Pada 24 Desember 2024, KPK secara resmi menetapkan Hasto Kristiyanto sebagai tersangka bersama dengan advokat Donny Tri Istiqomah. Keduanya diduga berupaya melobi anggota KPU, Wahyu Setiawan, agar Harun Masiku dapat ditetapkan sebagai anggota DPR RI terpilih.

"HK mengatur dan mengendalikan DTI untuk melobi anggota KPU Wahyu Setiawan agar dapat menetapkan Harun Masiku sebagai calon anggota DPR RI terpilih dari Dapil Sumatera Selatan (Sumsel) I," ungkap Ketua KPK, Setyo Budiyanto.

Selain itu, Hasto juga diduga menginstruksikan Donny Tri Istiqomah untuk menyerahkan sejumlah uang kepada Wahyu Setiawan melalui Agustiani Tio Fridelina sebagai perantara.

Saksi di Sidang Praperadilan Hasto Mengaku Diintimidasi oleh Penyidik

Dalam sidang praperadilan ini, mantan anggota Badan Pengawas Pemilu (Bawaslu), Agustiani Tio Fridelina, yang telah divonis dalam kasus Harun Masiku, mengaku mendapatkan tekanan saat dimintai keterangan oleh penyidik KPK, Rosa Purbo Bekti.

Ketua Perhimpunan Bantuan Hukum dan Hak Asasi Manusia Indonesia (PBHI), Julius Ibrani, menilai adanya indikasi pelanggaran yang dilakukan penyidik KPK dalam proses pemeriksaan.

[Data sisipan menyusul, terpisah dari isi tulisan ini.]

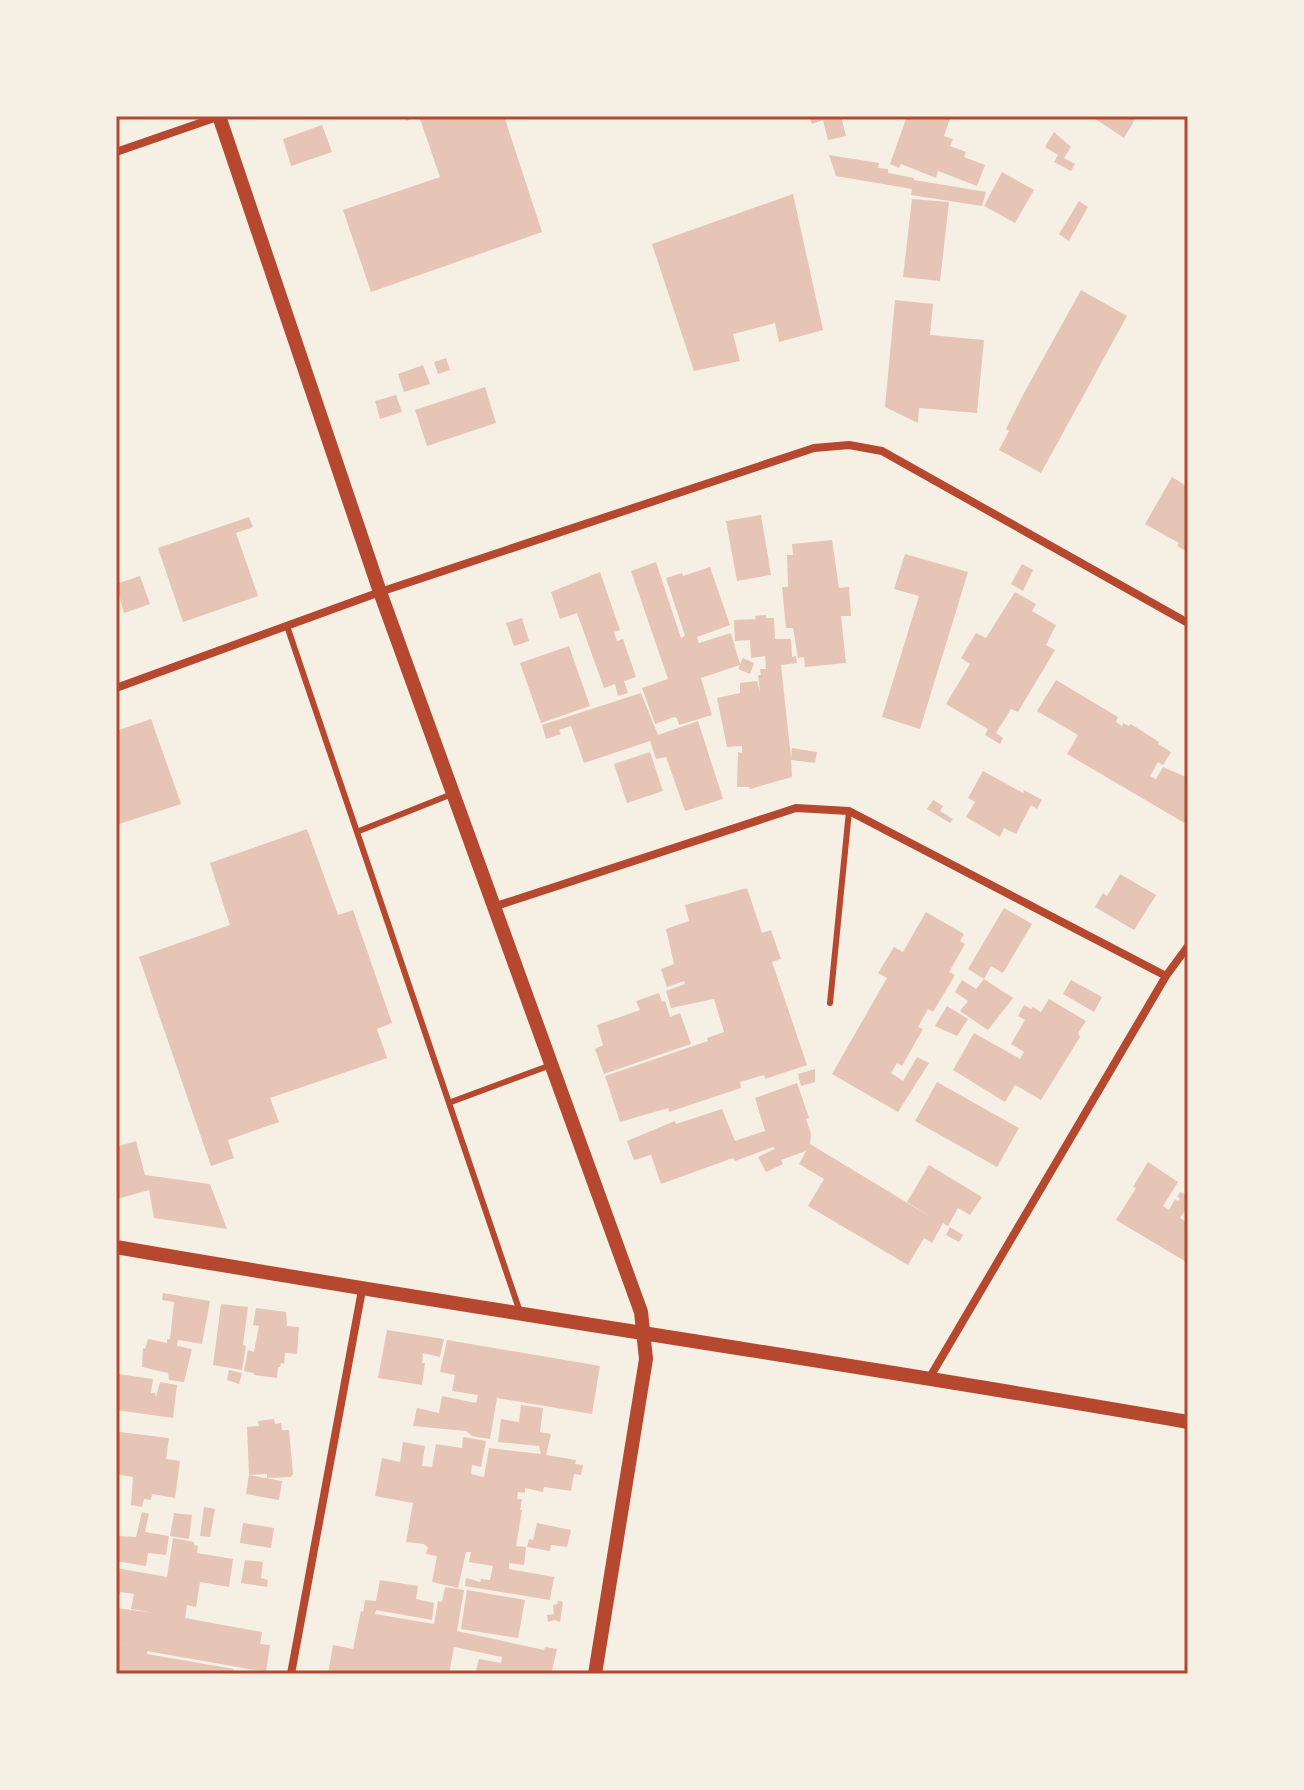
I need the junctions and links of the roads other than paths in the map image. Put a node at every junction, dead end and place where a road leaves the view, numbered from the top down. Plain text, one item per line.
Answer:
1 (219, 116) edge
2 (116, 152) edge
3 (380, 592) junction
4 (1188, 623) edge
5 (287, 626) junction
6 (116, 688) edge
7 (453, 794) junction
8 (849, 811) junction
9 (359, 831) junction
10 (493, 907) junction
11 (1188, 946) edge
12 (1166, 976) junction
13 (830, 1003) dead end
14 (551, 1065) junction
15 (451, 1102) junction
16 (116, 1247) edge
17 (362, 1290) junction
18 (521, 1314) junction
19 (645, 1334) junction
20 (930, 1377) junction
21 (1188, 1422) edge
22 (291, 1674) edge
23 (595, 1674) edge

1 - 2 street
1 - 3 street
3 - 4 street
3 - 5 street
3 - 7 street
5 - 6 street
5 - 9 lane
7 - 9 lane
7 - 10 street
8 - 10 street
8 - 12 street
8 - 13 lane
9 - 15 lane
10 - 14 street
11 - 12 street
12 - 20 street
14 - 15 lane
14 - 19 street
15 - 18 lane
16 - 17 street
17 - 18 street
17 - 22 street
18 - 19 street
19 - 20 street
19 - 23 street
20 - 21 street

"Proses hukum yang seharusnya dilakukan dengan sah tidak boleh mengandalkan tekanan atau intimidasi terhadap saksi," ujar Julius, Minggu (9/2/2025).

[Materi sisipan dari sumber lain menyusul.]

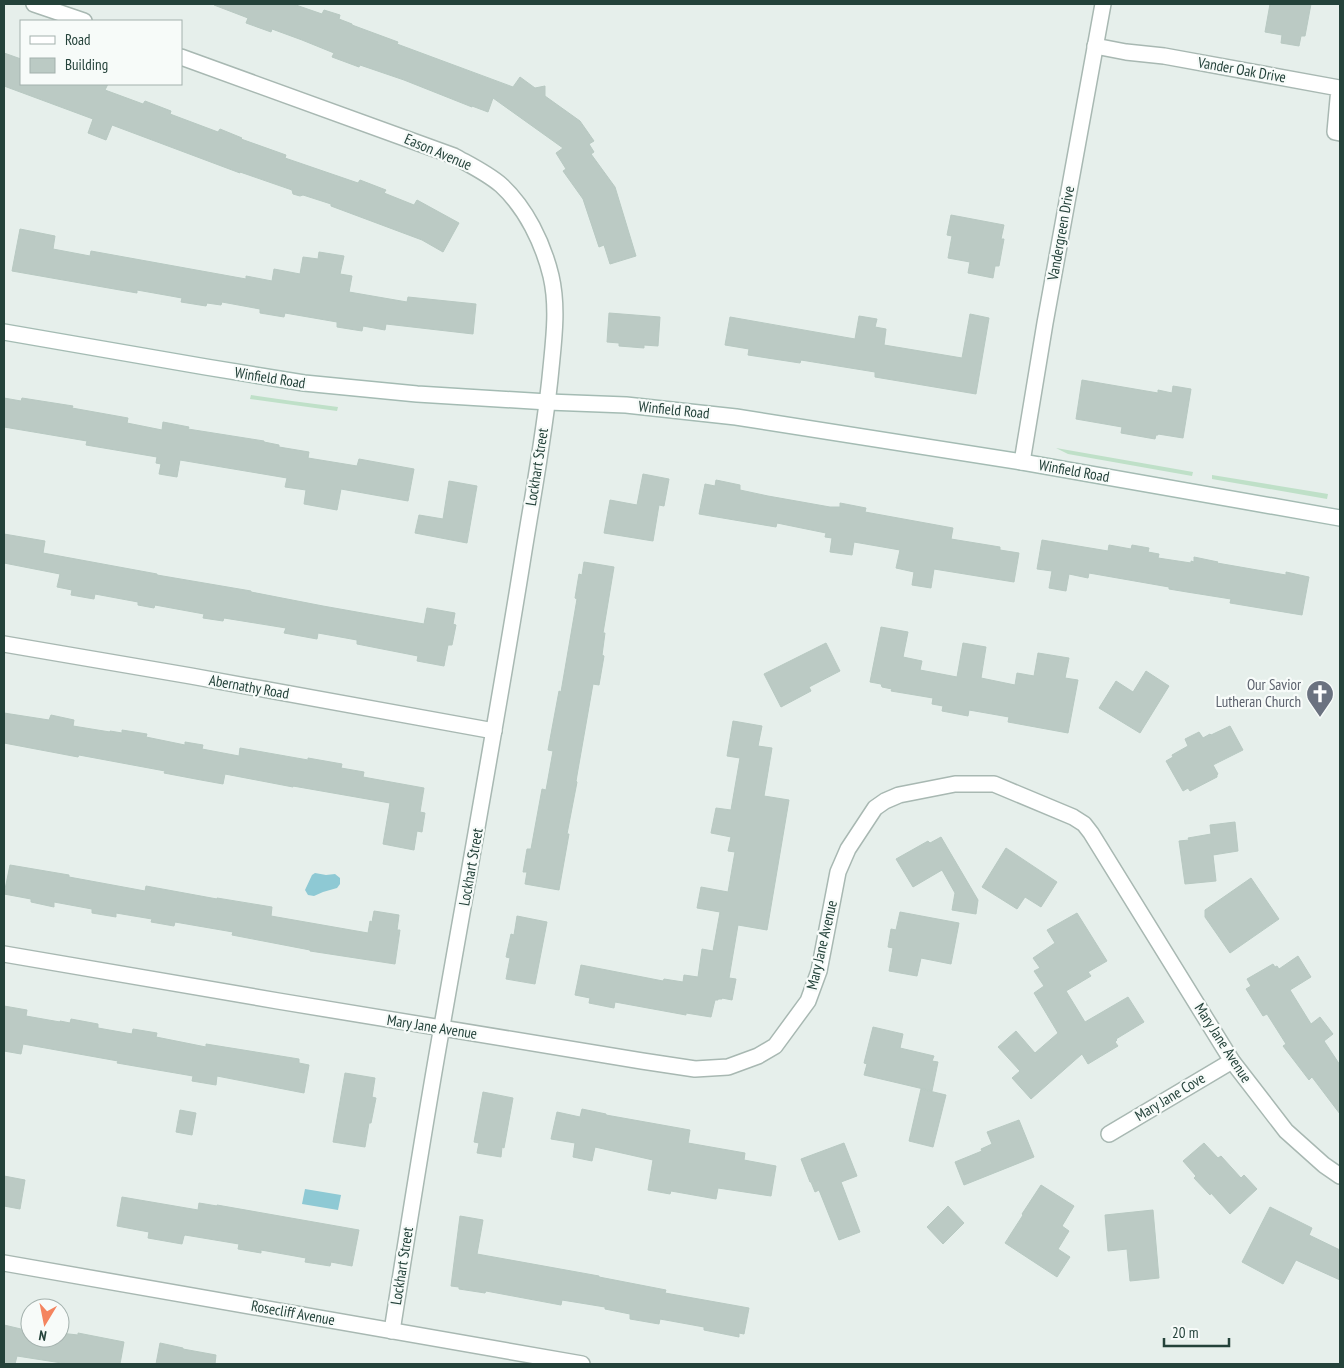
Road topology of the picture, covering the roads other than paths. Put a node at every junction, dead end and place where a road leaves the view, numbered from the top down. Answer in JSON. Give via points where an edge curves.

Julius juga menekankan bahwa apabila terbukti adanya intimidasi dalam pengambilan alat bukti, maka bukti tersebut harus dinyatakan batal demi hukum.

"Alat bukti itu harus dinyatakan tidak berlaku atau batal demi hukum," tambahnya.

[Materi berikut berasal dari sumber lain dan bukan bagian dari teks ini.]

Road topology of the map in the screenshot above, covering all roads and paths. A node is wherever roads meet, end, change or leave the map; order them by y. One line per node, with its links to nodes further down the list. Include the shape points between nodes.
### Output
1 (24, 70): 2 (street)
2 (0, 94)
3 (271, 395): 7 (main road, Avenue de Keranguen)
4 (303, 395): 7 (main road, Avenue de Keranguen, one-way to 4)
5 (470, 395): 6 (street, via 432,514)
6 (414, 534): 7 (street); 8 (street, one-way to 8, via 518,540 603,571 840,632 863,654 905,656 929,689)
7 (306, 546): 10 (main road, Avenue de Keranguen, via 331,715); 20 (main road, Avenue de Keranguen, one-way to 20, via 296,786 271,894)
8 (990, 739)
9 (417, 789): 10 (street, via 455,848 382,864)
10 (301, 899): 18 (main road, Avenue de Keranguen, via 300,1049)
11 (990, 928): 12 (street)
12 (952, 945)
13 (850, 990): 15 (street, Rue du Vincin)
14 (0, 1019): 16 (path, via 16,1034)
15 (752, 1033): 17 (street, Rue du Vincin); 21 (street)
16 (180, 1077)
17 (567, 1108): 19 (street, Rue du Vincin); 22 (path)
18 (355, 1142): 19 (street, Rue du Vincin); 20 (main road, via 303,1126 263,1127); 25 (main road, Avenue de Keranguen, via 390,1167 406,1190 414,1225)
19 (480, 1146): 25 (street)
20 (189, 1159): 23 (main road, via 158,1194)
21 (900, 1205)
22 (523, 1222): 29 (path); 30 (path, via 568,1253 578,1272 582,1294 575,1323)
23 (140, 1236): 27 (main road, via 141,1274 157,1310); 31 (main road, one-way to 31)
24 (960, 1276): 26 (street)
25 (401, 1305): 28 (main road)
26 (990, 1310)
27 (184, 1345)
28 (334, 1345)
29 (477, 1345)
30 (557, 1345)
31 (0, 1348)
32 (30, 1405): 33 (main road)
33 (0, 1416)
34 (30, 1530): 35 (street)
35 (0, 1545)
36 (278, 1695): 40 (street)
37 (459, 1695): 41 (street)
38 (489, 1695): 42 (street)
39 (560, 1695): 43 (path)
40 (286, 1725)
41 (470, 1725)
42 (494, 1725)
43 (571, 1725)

Lebih lanjut, Julius meminta pimpinan KPK segera melakukan investigasi terhadap penyidik yang bersangkutan untuk memastikan apakah ada pelanggaran kode etik atau bahkan dugaan perbuatan obstruction of justice.

Intimidasi Terhadap Saksi dalam Sidang Praperadilan

Selama persidangan, Agustiani Tio Fridelina mengungkapkan bahwa dirinya ditekan oleh penyidik untuk menyebut nama Hasto Kristiyanto terkait kasus Harun Masiku. Ia mengaku diarahkan untuk membenarkan pertemuan di Hotel Grand Hyatt.

"Soal intimidasi. Iya ... ada rangkaiannya. Habis itu (di depan penyidik KPK) Prayitno, akhirnya mulailah pertanyaan-pertanyaan," kata Tio saat bersaksi di Pengadilan Negeri Jakarta Selatan, Jumat (7/2/2025).

Tio juga menceritakan bahwa penyidik Rosa Purbo Bekti mendesaknya untuk memberikan keterangan tertentu. "Dia (Rosa) langsung ngomong, ayo kita adu dah siapa yang lebih kuat. Sampai berapa lama sih si Tio bisa tahan," ungkapnya.

Tio menegaskan bahwa ia tidak memahami maksud dari istilah 'Hiat' yang disampaikan penyidik saat pemeriksaan, dan baru menyadarinya setelah bertemu Wahyu Setiawan.

Lebih lanjut, ia juga mengaku mendapat ancaman bahwa hukumannya bisa diperberat jika tidak memberikan keterangan sesuai keinginan penyidik. "Dia (Rosa) bilang, Bu Tio penerima (suap) itu empat tahun hukumannya tuh cepat loh, itu ringan loh itu," kata Tio menirukan ucapan penyidik.

Kesaksian ini semakin memperkuat dugaan bahwa ada tekanan terhadap saksi dalam penyelidikan kasus ini. Dengan adanya pengakuan ini, publik kini menanti respons KPK dalam menangani dugaan pelanggaran etik yang dilakukan oleh penyidiknya.